Well went through my "mail" this morning, had a newsletter from Apache MC in Phx, some stuff from a German friend that rides hard core adventurers in Africa mostly, and similar inbox stuff.  Email to me is like getting a letter with a little square brownie photo inside.  How much I anticipated that back in the sixties and seventies.  Opening the envelope with a steak knife, reading the hand written note, taking the photograph out of its cardboard wrap, turning it over for the description on the back.

triumph bonneville
Stock photo of Triumph Bonneville



My Apache newsletter (I'm subscribed to several from around the world) had a great little blurb on the new/old Triumph Bonnevilles.  I really like that Bonneville line.  The basic bike is pretty cool, but also can be dressed different ways.  Kind of how we did it in the old days.  You bought a bike and modified it to suit the use.  

Another neat retro/modern bike is the India Enfield line.  They are really modern incarnations of the classic British single, very true to what came off the assembly line in 1955.


XT 350 in dry Arizona

That yellow YMUS Bolt we saw in Moncton was really neat, and the new FZo9 would look good in my garage too, next to a shiny V7 Guzzi.

At under 10K these new bikes are very appealing, its a critical price point and you get a lot of machine for your buck.




Much as I'd like to have several of these, of course I'm neither rich nor famous, and I got to thinking... I have some really neat bikes in my garage now.  

VX 800 Gentleman's Express


The VX 800 I bought last year was very cool in its day and still is.  Its a VTwin, has L/C, a shaft drive, is pretty skinny, can be used for several applications and still looks great.  With the help of some friends, I turned it into a classic "Gentleman's Express" sport tourer.

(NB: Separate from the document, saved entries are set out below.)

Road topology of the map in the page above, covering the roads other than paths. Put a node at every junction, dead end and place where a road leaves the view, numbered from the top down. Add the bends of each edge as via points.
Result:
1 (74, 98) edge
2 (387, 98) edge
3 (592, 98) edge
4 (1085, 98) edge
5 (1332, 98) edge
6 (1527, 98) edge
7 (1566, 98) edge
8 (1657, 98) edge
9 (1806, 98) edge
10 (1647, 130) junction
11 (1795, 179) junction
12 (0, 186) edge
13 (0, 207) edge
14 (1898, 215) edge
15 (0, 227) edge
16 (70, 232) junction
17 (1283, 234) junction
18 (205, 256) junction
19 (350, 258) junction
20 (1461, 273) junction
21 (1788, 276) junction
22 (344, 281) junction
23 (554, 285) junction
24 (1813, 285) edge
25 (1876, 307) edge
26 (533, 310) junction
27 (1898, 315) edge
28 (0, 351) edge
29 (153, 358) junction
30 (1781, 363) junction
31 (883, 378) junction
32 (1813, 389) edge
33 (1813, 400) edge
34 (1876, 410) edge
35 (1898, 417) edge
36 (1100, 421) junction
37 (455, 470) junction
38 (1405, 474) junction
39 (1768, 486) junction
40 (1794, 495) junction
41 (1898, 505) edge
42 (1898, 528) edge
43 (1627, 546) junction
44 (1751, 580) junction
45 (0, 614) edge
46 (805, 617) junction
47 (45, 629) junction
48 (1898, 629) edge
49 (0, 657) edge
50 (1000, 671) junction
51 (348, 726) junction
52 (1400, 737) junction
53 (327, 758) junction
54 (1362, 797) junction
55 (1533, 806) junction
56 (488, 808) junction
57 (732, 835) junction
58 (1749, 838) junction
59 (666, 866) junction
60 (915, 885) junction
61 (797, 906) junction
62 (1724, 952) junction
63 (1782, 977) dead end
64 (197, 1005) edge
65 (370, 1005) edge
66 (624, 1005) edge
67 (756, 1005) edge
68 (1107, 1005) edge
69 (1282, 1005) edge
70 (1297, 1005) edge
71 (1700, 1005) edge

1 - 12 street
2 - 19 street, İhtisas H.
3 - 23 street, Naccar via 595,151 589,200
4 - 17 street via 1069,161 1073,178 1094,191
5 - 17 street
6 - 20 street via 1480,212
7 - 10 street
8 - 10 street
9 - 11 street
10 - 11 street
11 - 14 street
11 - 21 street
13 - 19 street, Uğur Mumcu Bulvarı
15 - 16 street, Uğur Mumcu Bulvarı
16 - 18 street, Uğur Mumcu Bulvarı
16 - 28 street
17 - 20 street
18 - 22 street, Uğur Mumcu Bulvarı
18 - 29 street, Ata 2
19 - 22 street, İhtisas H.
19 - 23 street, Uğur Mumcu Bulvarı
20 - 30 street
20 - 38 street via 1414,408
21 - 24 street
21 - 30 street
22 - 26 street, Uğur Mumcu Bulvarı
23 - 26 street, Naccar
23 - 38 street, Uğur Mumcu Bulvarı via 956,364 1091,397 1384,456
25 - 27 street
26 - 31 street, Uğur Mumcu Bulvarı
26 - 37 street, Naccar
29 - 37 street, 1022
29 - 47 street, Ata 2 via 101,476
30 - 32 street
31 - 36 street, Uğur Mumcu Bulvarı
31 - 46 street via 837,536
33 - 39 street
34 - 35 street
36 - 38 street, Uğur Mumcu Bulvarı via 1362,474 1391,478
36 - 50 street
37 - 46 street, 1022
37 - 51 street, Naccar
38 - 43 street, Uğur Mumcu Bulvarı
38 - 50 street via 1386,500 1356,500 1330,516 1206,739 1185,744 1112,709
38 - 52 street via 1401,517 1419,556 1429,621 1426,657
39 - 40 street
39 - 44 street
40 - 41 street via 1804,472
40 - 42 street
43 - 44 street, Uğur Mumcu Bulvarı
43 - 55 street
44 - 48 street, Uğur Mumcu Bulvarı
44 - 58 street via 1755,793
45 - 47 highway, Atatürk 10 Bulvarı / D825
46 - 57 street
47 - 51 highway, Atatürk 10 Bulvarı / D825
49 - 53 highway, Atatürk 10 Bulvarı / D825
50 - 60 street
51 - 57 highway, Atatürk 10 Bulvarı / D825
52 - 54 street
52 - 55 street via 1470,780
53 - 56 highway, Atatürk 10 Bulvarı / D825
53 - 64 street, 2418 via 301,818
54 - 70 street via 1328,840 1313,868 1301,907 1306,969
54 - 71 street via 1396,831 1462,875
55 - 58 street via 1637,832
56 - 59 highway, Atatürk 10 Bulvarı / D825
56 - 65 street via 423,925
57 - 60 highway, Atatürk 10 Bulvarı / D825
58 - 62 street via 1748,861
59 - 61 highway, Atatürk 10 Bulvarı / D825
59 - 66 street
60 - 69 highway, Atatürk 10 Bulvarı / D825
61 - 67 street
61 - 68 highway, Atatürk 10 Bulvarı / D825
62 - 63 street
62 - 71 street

XT 600 Doing what it does best!
My XT600 even though its 24 years old this year, is still modern enough for what I do and very versatile.  It's seen the Cabot Trail while I lived out west, the entire Baja peninsula and not strictly on the highway, and much of western Canada.  




955 RSi


I am pretty excited about that 955 RS.  Again its a triple (did I mention I love those triples) and its rare and unique like my T Bird.  Every time I ride the T Bird I just smile, it handles well, looks great and in its own right is rare and different.  

Serow on the trail...


Even that lowly DT 50L/C that I have owned since my Freedom Cycle days, is still sitting in the trailer right now.  Yes, I know... its a 'fifty' and its a two stroke, but I have had some amazing rides on the little nifty 'fifty' and it has a very special place in my heart and memory.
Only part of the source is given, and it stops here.